Te wypowiedzi bardzo poruszały świat mafii oraz różnych zespołów zajmujących się kradzieżą pokémonów. Niezbyt te słowa poprawiały sytuację normalnych ludzi, chociaż medialnie sprawiały pokój i bezpieczeństwo w regionie, to w rzeczywistości tylko pogarszały status spokoju. Po jakimś czasie zdarzył się wspomniany wcześniej incydent i odtąd międzynarodowa policja wtoczyła na drogę rozbrajania organizacji mogących stanowić zagrożenie. 

Jedną z bardziej popularnych i rozpoznawalnych na całym świecie był oczywiście Zespół R, który ostatecznie pokonany został niecałe 2 lata temu. Według relacji uczestników ostatecznej akcji inwigilacji członków , było to bardzo krwawe starcie, z uwagi na to nie publikowano żądnych zdjęć w mediach, a sprawę określono utajnioną. Do dnia dzisiejszego znane są tylko małe szczegóły ,a jedyne zatwierdzone jest to, iż Giovanni- przywódca złowrogiej organizacji trafił za kratki na dożywocie. 

W tym całym szumie powoli zaczęła się objawiać nowa organizacja, która powoli stawała się jedyną na całym świecie. Jej działalność obejmowała głównie kradzieże różnych zabytków, czy też drogocennych przedmiotów. Nie było to coś bardzo niebezpiecznego, dlatego nie została wobec nich wzięta jakakolwiek specjalna siła policyjna. Z tego spokojnego początku wszystko zaczęło się rozrastać, a pozostałości innych terrorystycznych związków zaczęli dołączać do Zezniwu, co stworzyło praktycznie najbardziej złożoną organizacje na świecie.  

Jednym z jej członków jest Szymon z Veilveshire¹, którego historia zaczęła się dość niepozornie i niezaskakująco. Dowiedział się o istnieniu takowej grupy z ulotki zawieszonej na tablicy ogłoszeniowej w centrum miasta, na której pisało "Odmień swoje życie już teraz dołączając do nas!".  I biorąc ją do domu, udał się w napisane na niej miejsce spotkania. 

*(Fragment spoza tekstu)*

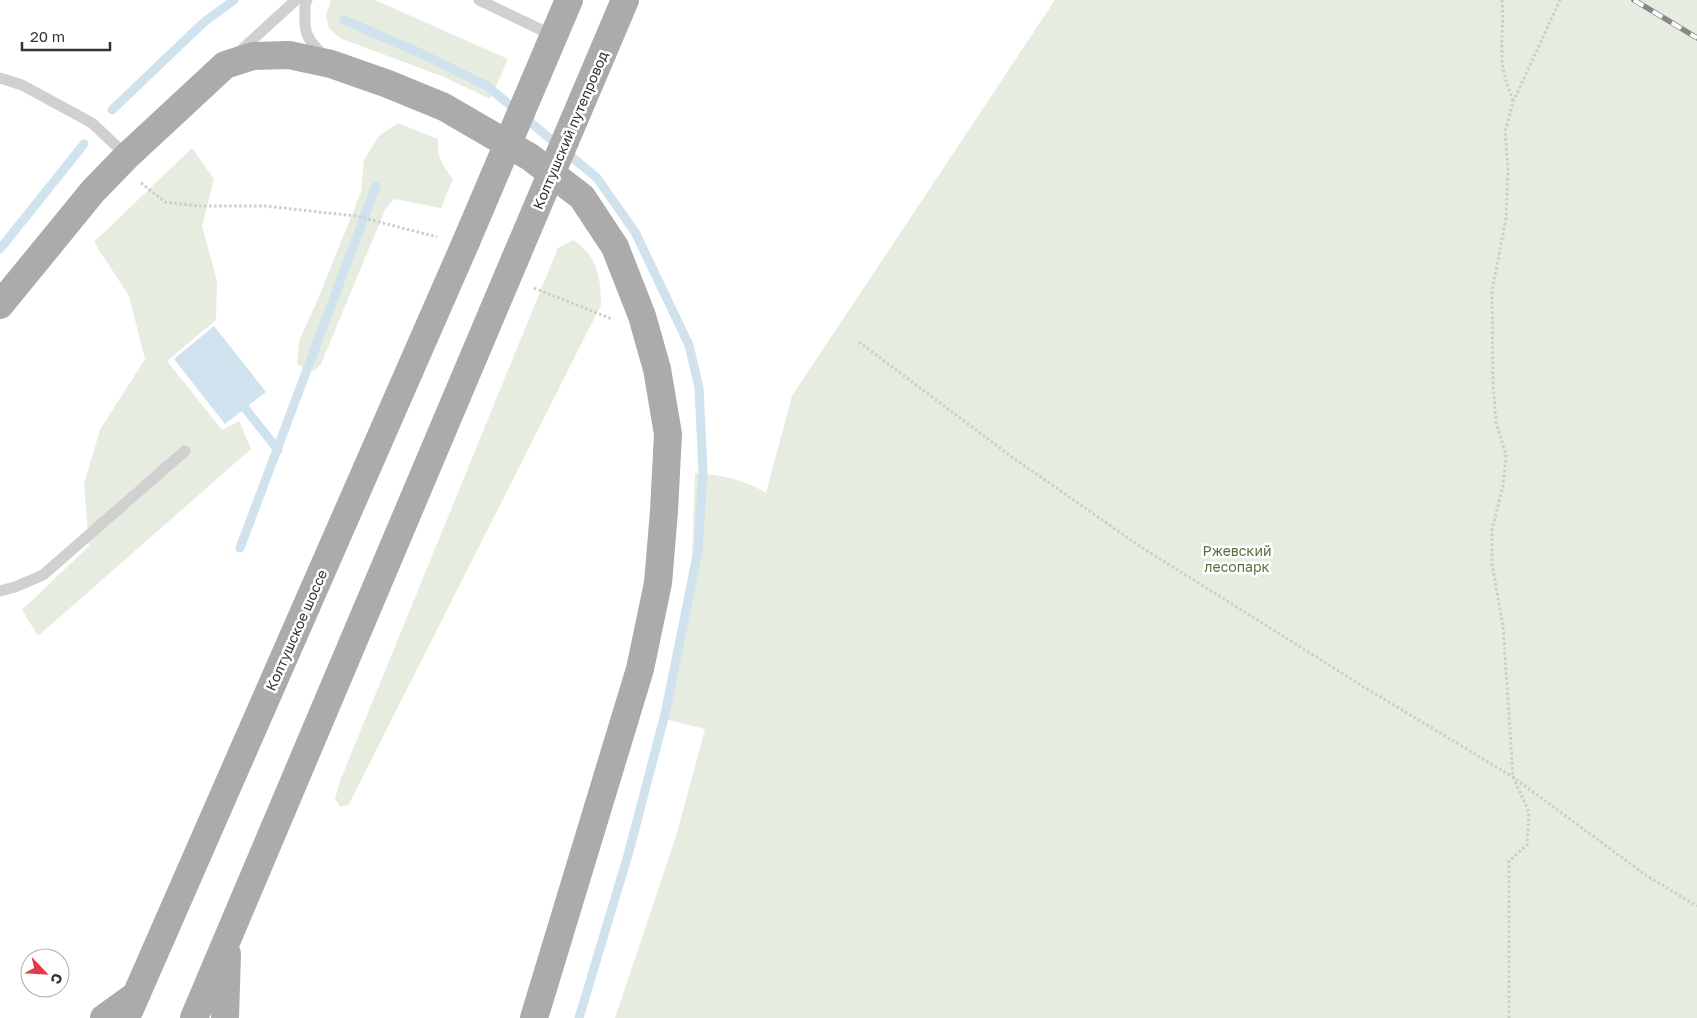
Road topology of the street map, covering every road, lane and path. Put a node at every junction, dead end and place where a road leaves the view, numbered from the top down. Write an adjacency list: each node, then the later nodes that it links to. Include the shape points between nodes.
1 (296, 0): 10 (lane)
2 (307, 0): 9 (lane, via 304,28 310,42)
3 (479, 0): 8 (lane)
4 (569, 0): 8 (main road, bridge)
5 (625, 0): 23 (main road, Колтушский путепровод, bridge)
6 (1502, 0): 12 (path, via 1503,73)
7 (1560, 0): 12 (path)
8 (558, 38): 14 (main road, bridge)
9 (331, 64): 10 (main road, via 289,55 254,56); 28 (main road, via 444,107 530,157 582,196 615,247 642,316 657,369 668,434 658,583 640,669)
10 (225, 65): 13 (main road)
11 (0, 78): 13 (lane, via 22,85 92,123)
12 (1513, 102): 21 (path, via 1506,132 1506,219 1492,290 1496,422 1506,455 1503,486 1492,529 1492,563 1503,627)
13 (132, 168): 14 (path, via 165,202 199,206 266,206 356,216); 16 (main road, via 93,191)
14 (454, 240): 24 (main road, Колтушское шоссе)
15 (531, 286): 17 (path)
16 (0, 305)
17 (618, 321)
18 (859, 342): 21 (path, via 1012,457 1141,547)
19 (186, 451): 20 (lane, via 43,575)
20 (0, 591)
21 (1513, 777): 22 (path, via 1647,876); 29 (path, via 1529,812 1526,845 1509,861)
22 (1697, 906)
23 (227, 940): 26 (main road); 27 (main road)
24 (131, 1006): 25 (main road)
25 (104, 1018)
26 (194, 1018)
27 (225, 1018)
28 (534, 1018)
29 (1509, 1018)

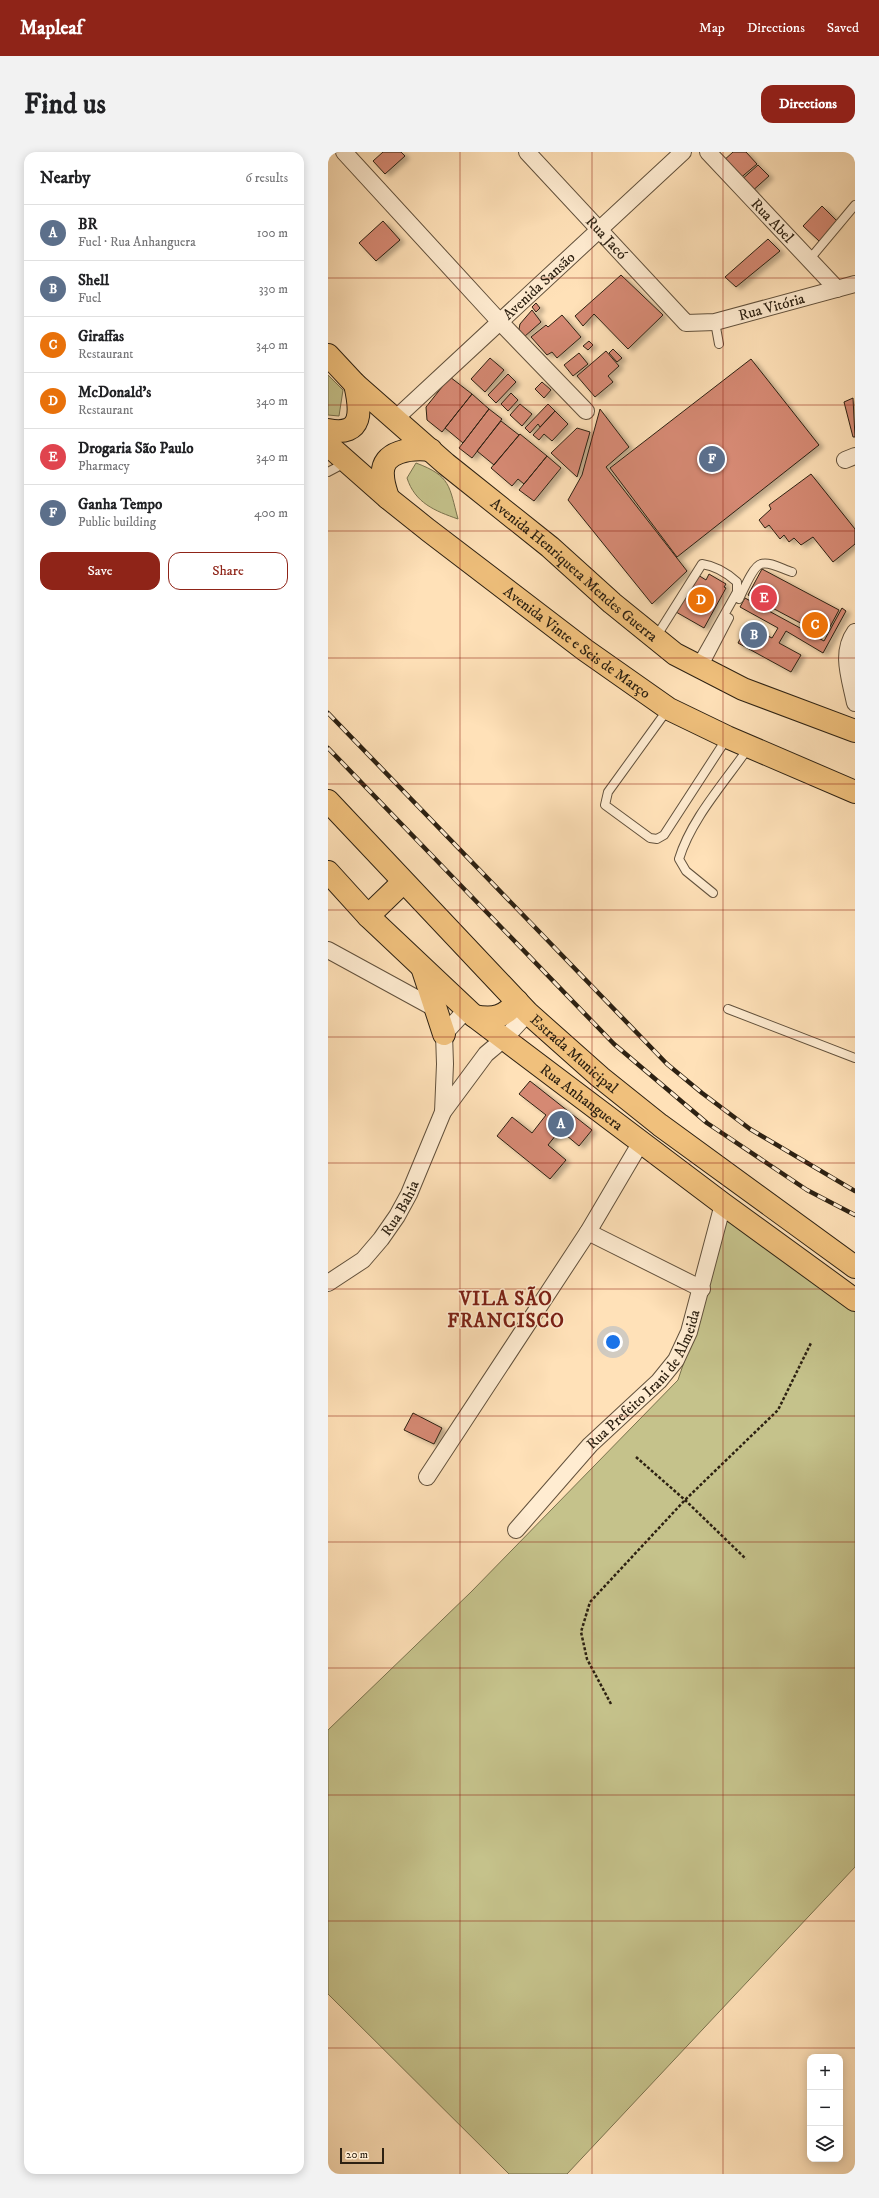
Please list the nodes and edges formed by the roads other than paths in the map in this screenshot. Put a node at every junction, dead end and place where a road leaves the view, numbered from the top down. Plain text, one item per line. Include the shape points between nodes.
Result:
1 (344, 152) edge
2 (527, 152) edge
3 (682, 152) edge
4 (708, 152) edge
5 (855, 205) edge
6 (598, 229) junction
7 (809, 260) junction
8 (855, 284) edge
9 (837, 289) junction
10 (500, 322) junction
11 (715, 322) junction
12 (686, 324) joint
13 (719, 344) dead end
14 (328, 355) edge
15 (355, 384) junction
16 (586, 411) dead end
17 (395, 419) junction
18 (328, 430) edge
19 (328, 445) edge
20 (431, 450) junction
21 (337, 467) edge
22 (388, 498) junction
23 (792, 572) dead end
24 (855, 632) edge
25 (655, 638) junction
26 (699, 667) junction
27 (855, 702) edge
28 (669, 709) junction
29 (855, 731) edge
30 (727, 737) junction
31 (749, 746) junction
32 (855, 792) edge
33 (328, 801) edge
34 (328, 815) edge
35 (328, 872) edge
36 (396, 889) junction
37 (713, 893) dead end
38 (368, 916) junction
39 (461, 944) junction
40 (328, 950) edge
41 (423, 969) junction
42 (523, 1007) junction
43 (436, 1009) junction
44 (728, 1009) dead end
45 (471, 1013) junction
46 (444, 1034) junction
47 (505, 1038) junction
48 (855, 1058) edge
49 (443, 1112) junction
50 (641, 1142) junction
51 (723, 1204) junction
52 (588, 1232) junction
53 (855, 1267) edge
54 (328, 1283) edge
55 (702, 1289) junction
56 (855, 1300) edge
57 (427, 1477) dead end
58 (516, 1530) dead end

1 - 10 street
2 - 6 street, Rua Jacó
3 - 6 street, Avenida Sansão
4 - 7 street, Rua Abel
5 - 7 lane
6 - 10 street, Avenida Sansão
6 - 12 street, Rua Jacó
7 - 9 street, Rua Abel
8 - 9 street, Rua Vitória
9 - 11 street, Rua Vitória
10 - 16 street
10 - 17 street, Avenida Sansão
11 - 12 street, Rua Vitória
11 - 13 lane
14 - 15 main road, Avenida Henriqueta Mendes Guerra
15 - 17 main road, Avenida Henriqueta Mendes Guerra
15 - 18 main road via 358,399 357,422 351,429 339,432
17 - 20 main road, Avenida Henriqueta Mendes Guerra
19 - 21 main road, Avenida Vinte e Seis de Março
20 - 22 main road via 404,450 388,459 382,475
20 - 25 main road, Avenida Henriqueta Mendes Guerra via 550,547
21 - 22 main road, Avenida Vinte e Seis de Março
22 - 28 main road, Avenida Vinte e Seis de Março via 585,650
23 - 26 lane via 768,564 761,564 756,568
24 - 27 street via 846,647 846,655
25 - 26 main road, Avenida Henriqueta Mendes Guerra via 674,654
25 - 26 lane via 702,564 711,565 727,573 737,582 737,592
26 - 29 main road, Avenida Henriqueta Mendes Guerra via 743,688
28 - 30 main road, Avenida Vinte e Seis de Março
28 - 30 lane via 605,799 605,805 650,838 664,836
30 - 31 main road, Avenida Vinte e Seis de Março
31 - 32 main road, Avenida Vinte e Seis de Março
31 - 37 lane via 684,841 679,859 686,871
33 - 39 main road, Estrada Municipal
34 - 36 main road
35 - 38 main road, Rua Anhanguera
36 - 38 main road
36 - 39 main road via 438,930
38 - 41 main road, Rua Anhanguera
39 - 42 main road, Estrada Municipal
40 - 43 street
41 - 43 main road
41 - 45 main road, Rua Anhanguera
42 - 45 main road via 489,1019
42 - 47 street
42 - 53 main road, Estrada Municipal via 600,1077 660,1125
43 - 46 main road
44 - 48 lane
45 - 46 street
45 - 47 main road, Rua Anhanguera
46 - 49 street
47 - 49 street via 486,1054
47 - 50 main road, Rua Anhanguera
49 - 54 street, Rua Bahia via 397,1216 363,1260
50 - 51 main road, Rua Anhanguera
50 - 52 street
51 - 55 street, Rua Prefeito Irani de Almeida
51 - 56 main road, Rua Anhanguera
52 - 55 street
52 - 57 street
55 - 58 street, Rua Prefeito Irani de Almeida via 689,1332 676,1360 663,1376 590,1445

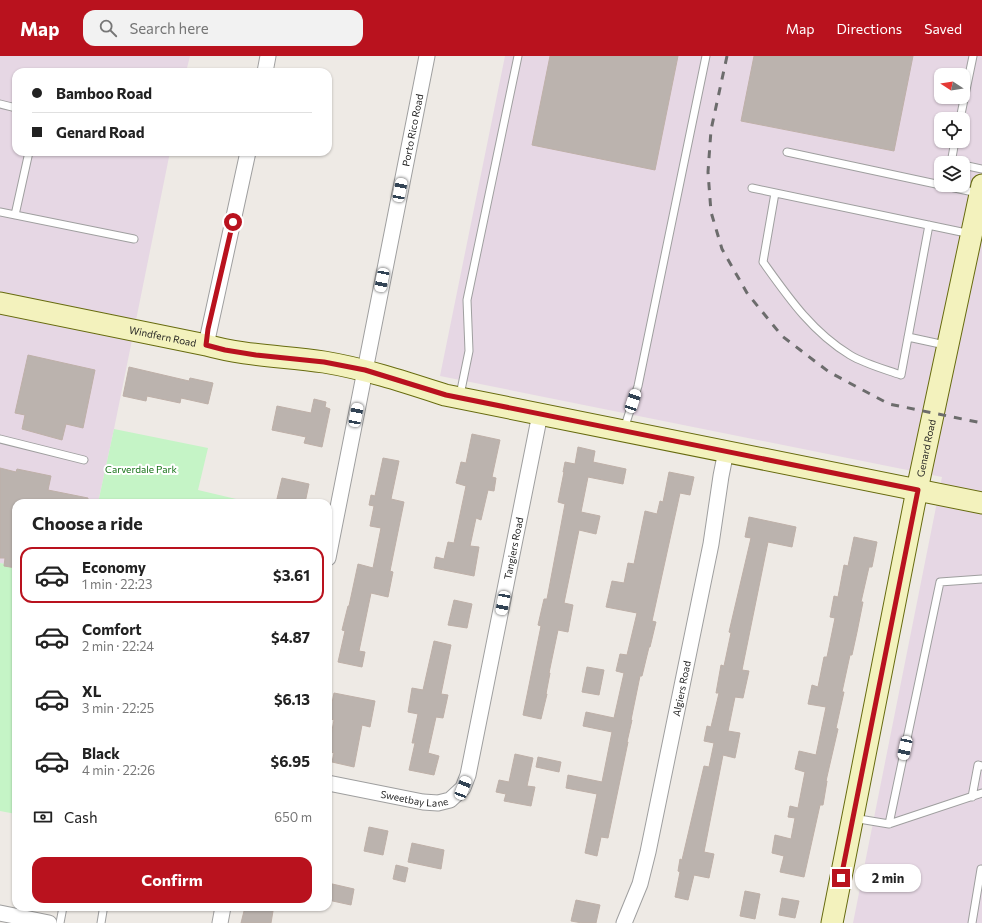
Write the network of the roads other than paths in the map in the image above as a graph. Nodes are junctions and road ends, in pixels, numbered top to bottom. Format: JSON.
{"nodes":[{"id":1,"x":268,"y":56,"type":"edge"},
{"id":2,"x":427,"y":56,"type":"edge"},
{"id":3,"x":518,"y":56,"type":"edge"},
{"id":4,"x":706,"y":56,"type":"edge"},
{"id":5,"x":973,"y":56,"type":"edge"},
{"id":6,"x":266,"y":68,"type":"edge"},
{"id":7,"x":0,"y":104,"type":"edge"},
{"id":8,"x":12,"y":107,"type":"edge"},
{"id":9,"x":961,"y":112,"type":"edge"},
{"id":10,"x":787,"y":152,"type":"dead end"},
{"id":11,"x":28,"y":156,"type":"edge"},
{"id":12,"x":247,"y":156,"type":"edge"},
{"id":13,"x":970,"y":166,"type":"edge"},
{"id":14,"x":982,"y":169,"type":"edge"},
{"id":15,"x":934,"y":183,"type":"edge"},
{"id":16,"x":752,"y":188,"type":"dead end"},
{"id":17,"x":970,"y":189,"type":"edge"},
{"id":18,"x":981,"y":190,"type":"edge"},
{"id":19,"x":775,"y":193,"type":"junction"},
{"id":20,"x":0,"y":212,"type":"edge"},
{"id":21,"x":15,"y":215,"type":"junction"},
{"id":22,"x":929,"y":225,"type":"junction"},
{"id":23,"x":975,"y":232,"type":"edge"},
{"id":24,"x":134,"y":239,"type":"dead end"},
{"id":25,"x":0,"y":303,"type":"edge"},
{"id":26,"x":908,"y":337,"type":"junction"},
{"id":27,"x":206,"y":345,"type":"junction"},
{"id":28,"x":949,"y":345,"type":"junction"},
{"id":29,"x":365,"y":370,"type":"junction"},
{"id":30,"x":460,"y":398,"type":"junction"},
{"id":31,"x":540,"y":414,"type":"junction"},
{"id":32,"x":624,"y":431,"type":"junction"},
{"id":33,"x":0,"y":439,"type":"edge"},
{"id":34,"x":726,"y":451,"type":"junction"},
{"id":35,"x":84,"y":460,"type":"dead end"},
{"id":36,"x":918,"y":490,"type":"junction"},
{"id":37,"x":982,"y":503,"type":"edge"},
{"id":38,"x":332,"y":538,"type":"edge"},
{"id":39,"x":982,"y":580,"type":"edge"},
{"id":40,"x":477,"y":731,"type":"joint"},
{"id":41,"x":982,"y":766,"type":"edge"},
{"id":42,"x":332,"y":784,"type":"edge"},
{"id":43,"x":982,"y":793,"type":"edge"},
{"id":44,"x":972,"y":797,"type":"junction"},
{"id":45,"x":853,"y":818,"type":"junction"},
{"id":46,"x":889,"y":824,"type":"junction"},
{"id":47,"x":981,"y":869,"type":"edge"},
{"id":48,"x":62,"y":911,"type":"edge"},
{"id":49,"x":103,"y":911,"type":"edge"},
{"id":50,"x":222,"y":911,"type":"edge"},
{"id":51,"x":0,"y":913,"type":"edge"},
{"id":52,"x":15,"y":920,"type":"edge"},
{"id":53,"x":49,"y":923,"type":"edge"},
{"id":54,"x":60,"y":923,"type":"edge"},
{"id":55,"x":101,"y":923,"type":"edge"},
{"id":56,"x":220,"y":923,"type":"edge"},
{"id":57,"x":624,"y":923,"type":"edge"},
{"id":58,"x":832,"y":923,"type":"edge"},
{"id":59,"x":972,"y":923,"type":"edge"}],
"edges":[{"from":1,"to":6,"type":"street"},
{"from":2,"to":29,"type":"street","name":"Porto Rico Road"},
{"from":3,"to":30,"type":"lane"},
{"from":4,"to":32,"type":"lane"},
{"from":5,"to":9,"type":"lane"},
{"from":7,"to":8,"type":"lane"},
{"from":10,"to":15,"type":"lane"},
{"from":11,"to":21,"type":"lane"},
{"from":12,"to":27,"type":"street"},
{"from":13,"to":14,"type":"lane"},
{"from":16,"to":19,"type":"lane"},
{"from":17,"to":18,"type":"lane"},
{"from":18,"to":23,"type":"street","name":"Genard Road"},
{"from":19,"to":22,"type":"lane"},
{"from":19,"to":26,"type":"lane"},
{"from":20,"to":21,"type":"lane"},
{"from":21,"to":24,"type":"lane"},
{"from":22,"to":23,"type":"lane"},
{"from":22,"to":26,"type":"lane"},
{"from":23,"to":28,"type":"street","name":"Genard Road"},
{"from":25,"to":27,"type":"street","name":"Windfern Road"},
{"from":26,"to":28,"type":"lane"},
{"from":27,"to":29,"type":"street","name":"Windfern Road"},
{"from":28,"to":36,"type":"street","name":"Genard Road"},
{"from":29,"to":30,"type":"street","name":"Windfern Road"},
{"from":29,"to":38,"type":"street","name":"Porto Rico Road"},
{"from":30,"to":31,"type":"street","name":"Windfern Road"},
{"from":31,"to":32,"type":"street","name":"Windfern Road"},
{"from":31,"to":40,"type":"street","name":"Tangiers Road"},
{"from":32,"to":34,"type":"street","name":"Windfern Road"},
{"from":33,"to":35,"type":"lane"},
{"from":34,"to":36,"type":"street","name":"Windfern Road"},
{"from":34,"to":57,"type":"street","name":"Algiers Road"},
{"from":36,"to":37,"type":"street","name":"Windfern Road"},
{"from":36,"to":45,"type":"street","name":"Genard Road"},
{"from":39,"to":46,"type":"lane"},
{"from":40,"to":42,"type":"street","name":"Sweetbay Lane"},
{"from":41,"to":44,"type":"lane"},
{"from":43,"to":44,"type":"lane"},
{"from":44,"to":46,"type":"lane"},
{"from":45,"to":46,"type":"lane"},
{"from":45,"to":58,"type":"street","name":"Genard Road"},
{"from":47,"to":59,"type":"lane"},
{"from":48,"to":54,"type":"lane"},
{"from":49,"to":55,"type":"lane"},
{"from":50,"to":56,"type":"street"},
{"from":51,"to":52,"type":"street"},
{"from":52,"to":53,"type":"street"}]}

Chłopak z czerwono-złotymi włosami zmierzał ku wybrzeżu przy zachodzie słońca, jego oczy błyszczały z zachwytu. Nie było to jednak z uwagi na jakieś pozytywne osiągnięcie w życiu, mianowicie chodziło o dostanie się do listy członków organizacji zajmującej się handlem pokémonami (oczywiście nielegalnie).